Commonwealth Court has struck down a charter-school enrollment cap in Delaware County's struggling Chester Upland School District, where charters already make up more than half the kindergarten-to-eighth-grade enrollment.

Unless the ruling, handed down Friday, is overturned, charters in the Chester Upland district will be able to expand by at least 1,000 more children under resolutions passed in 2006 by a Republican-dominated oversight board appointed by the state and the county courts.

Those resolutions were canceled and rewritten last year by a superseding oversight panel, the Chester Upland Empowerment Board, appointed by Gov. Rendell.

The district now has 2,720 charter students and 4,022 regular school students.

Steven Lee, the CEO of the Chester Community Charter School, the district's largest charter, said in a statement yesterday: "This is a great legal victory for the students and parents of the city of Chester. Now, families in the Chester community are assured of having the increased choice of educational options that was intended for them and their children under the law."

C. Marc Woolley, chairman of the new empowerment board, said yesterday that the ruling threatens the district's future and promised an appeal.

If the ruling stands, he said, "it would lead to the reduction of services on the public school side, so much so that the viability of the district would be in question."

Last April, the empowerment board - which oversees the district in place of a regular school board because of its poor academic performance and precarious financial condition - passed a resolution capping the total number of charter school students in the district at 2,573; later another 150 were added to that number.

The three existing charter schools now make up 56 percent of the K-8 district enrollment and about 40 percent of total district enrollment.

The empowerment board said when it passed the resolution that the Pennsylvania law authorizing state empowerment boards to operate distressed school districts gives them the right to cancel or modify any contracts districts have signed, other than teachers' contracts. Charters, it said, should be regarded as contracts under that law and so could be canceled or changed.

The board, appointed in March 2007 by Gov. Rendell to replace the Republican-dominated panel, sought to cancel a series of resolutions passed in 2006 by its GOP-controlled predecessor that had allowed two charters to expand and created a third.

The 2006 agreement gave the Chester Community Charter, which now has 2,124 Chester Upland students in its schools, the ability to expand to at least 3,000 students by 2011. It also gave the newly created Widener Partnership Charter school, which now has 146 students, the right to grow to 300 children. The third charter school, the 450-student Village Charter, is unaffected by the ruling, Woolley said; it is slated to close in June because it failed to meet performance benchmarks set by the district.

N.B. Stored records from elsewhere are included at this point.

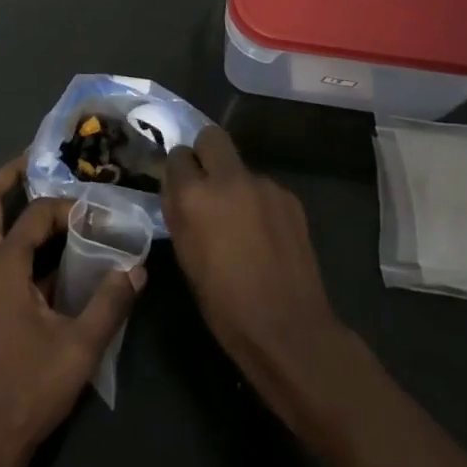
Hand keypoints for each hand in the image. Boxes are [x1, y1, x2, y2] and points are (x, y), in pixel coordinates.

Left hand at [0, 154, 144, 466]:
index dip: (66, 207)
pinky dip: (18, 240)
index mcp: (2, 266)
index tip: (96, 212)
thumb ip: (109, 304)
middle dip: (11, 176)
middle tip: (39, 158)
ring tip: (50, 199)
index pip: (35, 215)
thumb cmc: (28, 389)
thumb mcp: (79, 348)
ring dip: (13, 207)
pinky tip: (51, 255)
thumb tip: (136, 269)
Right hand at [163, 127, 354, 429]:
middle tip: (206, 184)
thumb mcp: (185, 256)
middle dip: (205, 153)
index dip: (178, 171)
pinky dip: (258, 202)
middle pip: (211, 137)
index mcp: (195, 195)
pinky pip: (264, 189)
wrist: (288, 329)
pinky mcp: (290, 199)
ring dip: (234, 184)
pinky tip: (264, 234)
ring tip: (240, 221)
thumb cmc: (224, 303)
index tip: (180, 187)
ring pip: (240, 167)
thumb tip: (176, 189)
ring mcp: (264, 185)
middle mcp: (229, 179)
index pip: (177, 156)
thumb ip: (178, 212)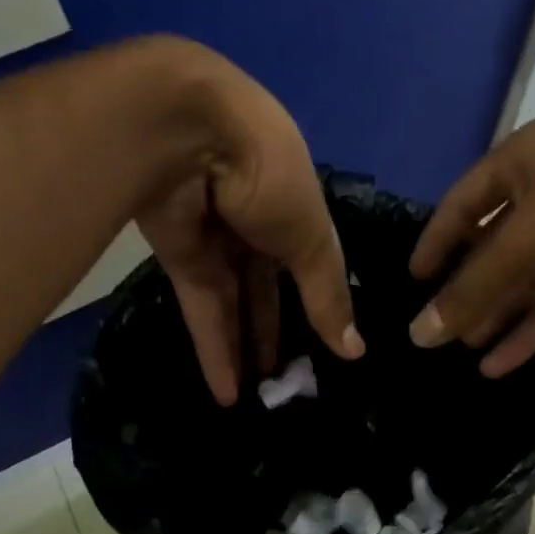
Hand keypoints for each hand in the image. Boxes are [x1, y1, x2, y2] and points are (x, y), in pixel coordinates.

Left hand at [135, 45, 361, 404]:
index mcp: (295, 207)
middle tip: (288, 383)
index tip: (329, 348)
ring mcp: (216, 240)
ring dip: (245, 351)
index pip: (311, 264)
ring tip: (257, 401)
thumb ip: (327, 296)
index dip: (319, 305)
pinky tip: (227, 393)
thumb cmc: (267, 173)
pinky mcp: (180, 258)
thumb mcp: (310, 237)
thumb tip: (354, 352)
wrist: (186, 132)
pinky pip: (203, 310)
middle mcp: (256, 223)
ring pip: (234, 305)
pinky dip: (214, 350)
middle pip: (269, 290)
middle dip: (277, 334)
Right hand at [406, 117, 534, 375]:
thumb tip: (419, 333)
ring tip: (463, 350)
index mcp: (524, 159)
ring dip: (496, 313)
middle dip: (467, 288)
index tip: (413, 281)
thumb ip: (470, 291)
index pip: (463, 202)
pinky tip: (498, 363)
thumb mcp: (524, 245)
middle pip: (494, 244)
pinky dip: (530, 328)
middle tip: (438, 327)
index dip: (436, 241)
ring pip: (526, 276)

In response to the imposition in April of the charter-school cap, a Chester Community Charter School parent sued in Delaware County Court, which ruled that the cap was illegal; the school district and empowerment board appealed.

In the 5-1 Commonwealth Court ruling released last week, Judge Dante R. Pellegrini wrote that charter schools do not have a contractual relationship with school districts, so the board could not change the terms of the charters the earlier board had granted.

He wrote: "the relationship between a school district and a charter school is not contractual, but regulatory. . . . It is more like the issuance of a regulatory permit where the state or local government must honor the terms of the permit unless breached by the party receiving the permit."